- TASK REQUIREMENTS
Would you please write out every record exactly?
Start of RAW DATA
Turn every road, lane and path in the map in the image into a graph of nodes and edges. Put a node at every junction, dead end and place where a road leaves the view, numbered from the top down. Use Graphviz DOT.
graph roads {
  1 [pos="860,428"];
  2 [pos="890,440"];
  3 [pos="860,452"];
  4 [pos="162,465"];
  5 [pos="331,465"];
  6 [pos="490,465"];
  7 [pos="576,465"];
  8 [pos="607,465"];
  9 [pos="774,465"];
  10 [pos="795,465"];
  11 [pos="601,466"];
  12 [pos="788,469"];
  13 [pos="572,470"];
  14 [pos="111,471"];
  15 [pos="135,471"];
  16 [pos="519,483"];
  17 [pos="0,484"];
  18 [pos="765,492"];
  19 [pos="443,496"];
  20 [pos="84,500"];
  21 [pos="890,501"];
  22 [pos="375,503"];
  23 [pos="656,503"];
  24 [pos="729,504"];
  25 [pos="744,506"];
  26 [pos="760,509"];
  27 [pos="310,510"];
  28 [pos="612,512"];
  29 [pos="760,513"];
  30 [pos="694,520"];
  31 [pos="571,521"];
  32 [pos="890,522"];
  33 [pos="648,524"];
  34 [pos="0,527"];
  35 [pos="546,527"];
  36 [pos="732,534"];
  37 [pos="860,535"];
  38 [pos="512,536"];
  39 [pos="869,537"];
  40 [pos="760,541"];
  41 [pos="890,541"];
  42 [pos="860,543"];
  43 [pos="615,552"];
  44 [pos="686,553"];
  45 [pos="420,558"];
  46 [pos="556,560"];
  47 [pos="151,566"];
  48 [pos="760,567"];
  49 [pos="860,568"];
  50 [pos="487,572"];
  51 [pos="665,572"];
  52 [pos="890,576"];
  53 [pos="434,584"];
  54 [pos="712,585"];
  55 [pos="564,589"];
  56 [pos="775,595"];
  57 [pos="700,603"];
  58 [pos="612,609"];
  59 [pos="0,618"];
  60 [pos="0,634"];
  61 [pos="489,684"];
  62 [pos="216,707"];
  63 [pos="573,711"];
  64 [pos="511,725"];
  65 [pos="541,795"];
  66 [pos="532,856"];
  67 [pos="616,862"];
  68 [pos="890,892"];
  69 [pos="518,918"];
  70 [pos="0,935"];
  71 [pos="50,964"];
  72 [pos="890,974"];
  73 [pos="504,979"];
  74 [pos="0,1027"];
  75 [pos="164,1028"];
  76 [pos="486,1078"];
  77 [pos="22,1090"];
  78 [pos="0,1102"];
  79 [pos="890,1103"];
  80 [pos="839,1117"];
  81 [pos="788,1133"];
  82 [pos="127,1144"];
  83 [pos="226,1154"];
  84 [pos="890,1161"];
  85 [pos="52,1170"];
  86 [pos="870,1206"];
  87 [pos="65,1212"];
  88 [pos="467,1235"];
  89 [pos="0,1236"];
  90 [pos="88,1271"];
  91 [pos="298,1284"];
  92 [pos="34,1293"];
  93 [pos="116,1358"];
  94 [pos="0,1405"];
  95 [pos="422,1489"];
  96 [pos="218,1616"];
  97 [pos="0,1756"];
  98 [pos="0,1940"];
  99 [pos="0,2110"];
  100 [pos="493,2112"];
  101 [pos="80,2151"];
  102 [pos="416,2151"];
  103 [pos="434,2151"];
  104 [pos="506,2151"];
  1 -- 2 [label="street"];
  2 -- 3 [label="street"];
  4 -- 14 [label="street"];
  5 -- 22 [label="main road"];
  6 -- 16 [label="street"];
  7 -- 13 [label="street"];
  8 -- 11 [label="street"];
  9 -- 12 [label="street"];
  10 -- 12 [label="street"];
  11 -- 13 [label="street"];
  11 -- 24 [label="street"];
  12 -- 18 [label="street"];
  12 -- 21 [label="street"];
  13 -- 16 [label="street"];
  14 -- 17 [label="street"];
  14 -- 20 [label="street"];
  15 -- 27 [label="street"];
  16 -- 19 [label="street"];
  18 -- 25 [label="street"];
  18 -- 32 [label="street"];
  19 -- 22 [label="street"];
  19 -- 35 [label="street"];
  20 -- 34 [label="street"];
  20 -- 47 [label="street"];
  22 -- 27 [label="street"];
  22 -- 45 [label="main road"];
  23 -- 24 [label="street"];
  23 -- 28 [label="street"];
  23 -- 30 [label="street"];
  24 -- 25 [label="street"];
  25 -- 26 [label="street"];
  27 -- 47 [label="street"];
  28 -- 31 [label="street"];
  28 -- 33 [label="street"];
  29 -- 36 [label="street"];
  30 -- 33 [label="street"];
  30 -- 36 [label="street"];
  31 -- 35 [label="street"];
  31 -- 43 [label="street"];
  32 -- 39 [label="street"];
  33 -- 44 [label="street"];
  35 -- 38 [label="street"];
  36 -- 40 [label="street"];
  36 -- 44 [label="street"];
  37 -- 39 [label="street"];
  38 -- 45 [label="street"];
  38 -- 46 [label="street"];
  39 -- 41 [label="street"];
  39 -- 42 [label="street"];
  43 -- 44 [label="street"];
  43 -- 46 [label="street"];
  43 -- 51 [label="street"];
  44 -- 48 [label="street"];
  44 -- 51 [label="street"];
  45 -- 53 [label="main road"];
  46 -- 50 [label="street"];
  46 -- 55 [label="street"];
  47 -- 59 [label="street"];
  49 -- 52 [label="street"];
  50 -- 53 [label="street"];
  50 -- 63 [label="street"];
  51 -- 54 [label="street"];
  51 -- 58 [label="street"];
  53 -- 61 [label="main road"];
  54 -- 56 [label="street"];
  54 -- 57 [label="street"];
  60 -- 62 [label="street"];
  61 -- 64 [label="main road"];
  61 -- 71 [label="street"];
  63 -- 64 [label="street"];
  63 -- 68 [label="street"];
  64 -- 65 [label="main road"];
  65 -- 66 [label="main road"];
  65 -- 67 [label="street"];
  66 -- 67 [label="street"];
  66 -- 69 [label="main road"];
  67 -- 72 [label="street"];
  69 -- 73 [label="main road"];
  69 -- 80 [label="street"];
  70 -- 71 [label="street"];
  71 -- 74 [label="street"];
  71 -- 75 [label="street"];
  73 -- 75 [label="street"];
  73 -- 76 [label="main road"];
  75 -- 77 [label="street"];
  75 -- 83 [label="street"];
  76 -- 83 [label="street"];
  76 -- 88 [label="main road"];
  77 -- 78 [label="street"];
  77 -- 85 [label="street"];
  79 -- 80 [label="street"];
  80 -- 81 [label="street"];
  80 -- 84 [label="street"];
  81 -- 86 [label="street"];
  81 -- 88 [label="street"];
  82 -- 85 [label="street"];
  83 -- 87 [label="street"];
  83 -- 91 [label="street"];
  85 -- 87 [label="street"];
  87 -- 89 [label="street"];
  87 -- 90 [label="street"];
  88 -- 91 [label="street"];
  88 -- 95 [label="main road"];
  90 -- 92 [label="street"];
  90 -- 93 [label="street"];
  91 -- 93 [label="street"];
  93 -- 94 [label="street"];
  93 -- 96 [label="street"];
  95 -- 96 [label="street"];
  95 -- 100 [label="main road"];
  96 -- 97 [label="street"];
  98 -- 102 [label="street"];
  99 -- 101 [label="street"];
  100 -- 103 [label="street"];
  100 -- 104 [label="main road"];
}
End of RAW DATA
- RESULT FOR THIS EXERCISE
Turn every road, lane and path in the map in the image into a graph of nodes and edges. Put a node at every junction, dead end and place where a road leaves the view, numbered from the top down. Use Graphviz DOT.
graph roads {
  1 [pos="860,428"];
  2 [pos="890,440"];
  3 [pos="860,452"];
  4 [pos="162,465"];
  5 [pos="331,465"];
  6 [pos="490,465"];
  7 [pos="576,465"];
  8 [pos="607,465"];
  9 [pos="774,465"];
  10 [pos="795,465"];
  11 [pos="601,466"];
  12 [pos="788,469"];
  13 [pos="572,470"];
  14 [pos="111,471"];
  15 [pos="135,471"];
  16 [pos="519,483"];
  17 [pos="0,484"];
  18 [pos="765,492"];
  19 [pos="443,496"];
  20 [pos="84,500"];
  21 [pos="890,501"];
  22 [pos="375,503"];
  23 [pos="656,503"];
  24 [pos="729,504"];
  25 [pos="744,506"];
  26 [pos="760,509"];
  27 [pos="310,510"];
  28 [pos="612,512"];
  29 [pos="760,513"];
  30 [pos="694,520"];
  31 [pos="571,521"];
  32 [pos="890,522"];
  33 [pos="648,524"];
  34 [pos="0,527"];
  35 [pos="546,527"];
  36 [pos="732,534"];
  37 [pos="860,535"];
  38 [pos="512,536"];
  39 [pos="869,537"];
  40 [pos="760,541"];
  41 [pos="890,541"];
  42 [pos="860,543"];
  43 [pos="615,552"];
  44 [pos="686,553"];
  45 [pos="420,558"];
  46 [pos="556,560"];
  47 [pos="151,566"];
  48 [pos="760,567"];
  49 [pos="860,568"];
  50 [pos="487,572"];
  51 [pos="665,572"];
  52 [pos="890,576"];
  53 [pos="434,584"];
  54 [pos="712,585"];
  55 [pos="564,589"];
  56 [pos="775,595"];
  57 [pos="700,603"];
  58 [pos="612,609"];
  59 [pos="0,618"];
  60 [pos="0,634"];
  61 [pos="489,684"];
  62 [pos="216,707"];
  63 [pos="573,711"];
  64 [pos="511,725"];
  65 [pos="541,795"];
  66 [pos="532,856"];
  67 [pos="616,862"];
  68 [pos="890,892"];
  69 [pos="518,918"];
  70 [pos="0,935"];
  71 [pos="50,964"];
  72 [pos="890,974"];
  73 [pos="504,979"];
  74 [pos="0,1027"];
  75 [pos="164,1028"];
  76 [pos="486,1078"];
  77 [pos="22,1090"];
  78 [pos="0,1102"];
  79 [pos="890,1103"];
  80 [pos="839,1117"];
  81 [pos="788,1133"];
  82 [pos="127,1144"];
  83 [pos="226,1154"];
  84 [pos="890,1161"];
  85 [pos="52,1170"];
  86 [pos="870,1206"];
  87 [pos="65,1212"];
  88 [pos="467,1235"];
  89 [pos="0,1236"];
  90 [pos="88,1271"];
  91 [pos="298,1284"];
  92 [pos="34,1293"];
  93 [pos="116,1358"];
  94 [pos="0,1405"];
  95 [pos="422,1489"];
  96 [pos="218,1616"];
  97 [pos="0,1756"];
  98 [pos="0,1940"];
  99 [pos="0,2110"];
  100 [pos="493,2112"];
  101 [pos="80,2151"];
  102 [pos="416,2151"];
  103 [pos="434,2151"];
  104 [pos="506,2151"];
  1 -- 2 [label="street"];
  2 -- 3 [label="street"];
  4 -- 14 [label="street"];
  5 -- 22 [label="main road"];
  6 -- 16 [label="street"];
  7 -- 13 [label="street"];
  8 -- 11 [label="street"];
  9 -- 12 [label="street"];
  10 -- 12 [label="street"];
  11 -- 13 [label="street"];
  11 -- 24 [label="street"];
  12 -- 18 [label="street"];
  12 -- 21 [label="street"];
  13 -- 16 [label="street"];
  14 -- 17 [label="street"];
  14 -- 20 [label="street"];
  15 -- 27 [label="street"];
  16 -- 19 [label="street"];
  18 -- 25 [label="street"];
  18 -- 32 [label="street"];
  19 -- 22 [label="street"];
  19 -- 35 [label="street"];
  20 -- 34 [label="street"];
  20 -- 47 [label="street"];
  22 -- 27 [label="street"];
  22 -- 45 [label="main road"];
  23 -- 24 [label="street"];
  23 -- 28 [label="street"];
  23 -- 30 [label="street"];
  24 -- 25 [label="street"];
  25 -- 26 [label="street"];
  27 -- 47 [label="street"];
  28 -- 31 [label="street"];
  28 -- 33 [label="street"];
  29 -- 36 [label="street"];
  30 -- 33 [label="street"];
  30 -- 36 [label="street"];
  31 -- 35 [label="street"];
  31 -- 43 [label="street"];
  32 -- 39 [label="street"];
  33 -- 44 [label="street"];
  35 -- 38 [label="street"];
  36 -- 40 [label="street"];
  36 -- 44 [label="street"];
  37 -- 39 [label="street"];
  38 -- 45 [label="street"];
  38 -- 46 [label="street"];
  39 -- 41 [label="street"];
  39 -- 42 [label="street"];
  43 -- 44 [label="street"];
  43 -- 46 [label="street"];
  43 -- 51 [label="street"];
  44 -- 48 [label="street"];
  44 -- 51 [label="street"];
  45 -- 53 [label="main road"];
  46 -- 50 [label="street"];
  46 -- 55 [label="street"];
  47 -- 59 [label="street"];
  49 -- 52 [label="street"];
  50 -- 53 [label="street"];
  50 -- 63 [label="street"];
  51 -- 54 [label="street"];
  51 -- 58 [label="street"];
  53 -- 61 [label="main road"];
  54 -- 56 [label="street"];
  54 -- 57 [label="street"];
  60 -- 62 [label="street"];
  61 -- 64 [label="main road"];
  61 -- 71 [label="street"];
  63 -- 64 [label="street"];
  63 -- 68 [label="street"];
  64 -- 65 [label="main road"];
  65 -- 66 [label="main road"];
  65 -- 67 [label="street"];
  66 -- 67 [label="street"];
  66 -- 69 [label="main road"];
  67 -- 72 [label="street"];
  69 -- 73 [label="main road"];
  69 -- 80 [label="street"];
  70 -- 71 [label="street"];
  71 -- 74 [label="street"];
  71 -- 75 [label="street"];
  73 -- 75 [label="street"];
  73 -- 76 [label="main road"];
  75 -- 77 [label="street"];
  75 -- 83 [label="street"];
  76 -- 83 [label="street"];
  76 -- 88 [label="main road"];
  77 -- 78 [label="street"];
  77 -- 85 [label="street"];
  79 -- 80 [label="street"];
  80 -- 81 [label="street"];
  80 -- 84 [label="street"];
  81 -- 86 [label="street"];
  81 -- 88 [label="street"];
  82 -- 85 [label="street"];
  83 -- 87 [label="street"];
  83 -- 91 [label="street"];
  85 -- 87 [label="street"];
  87 -- 89 [label="street"];
  87 -- 90 [label="street"];
  88 -- 91 [label="street"];
  88 -- 95 [label="main road"];
  90 -- 92 [label="street"];
  90 -- 93 [label="street"];
  91 -- 93 [label="street"];
  93 -- 94 [label="street"];
  93 -- 96 [label="street"];
  95 -- 96 [label="street"];
  95 -- 100 [label="main road"];
  96 -- 97 [label="street"];
  98 -- 102 [label="street"];
  99 -- 101 [label="street"];
  100 -- 103 [label="street"];
  100 -- 104 [label="main road"];
}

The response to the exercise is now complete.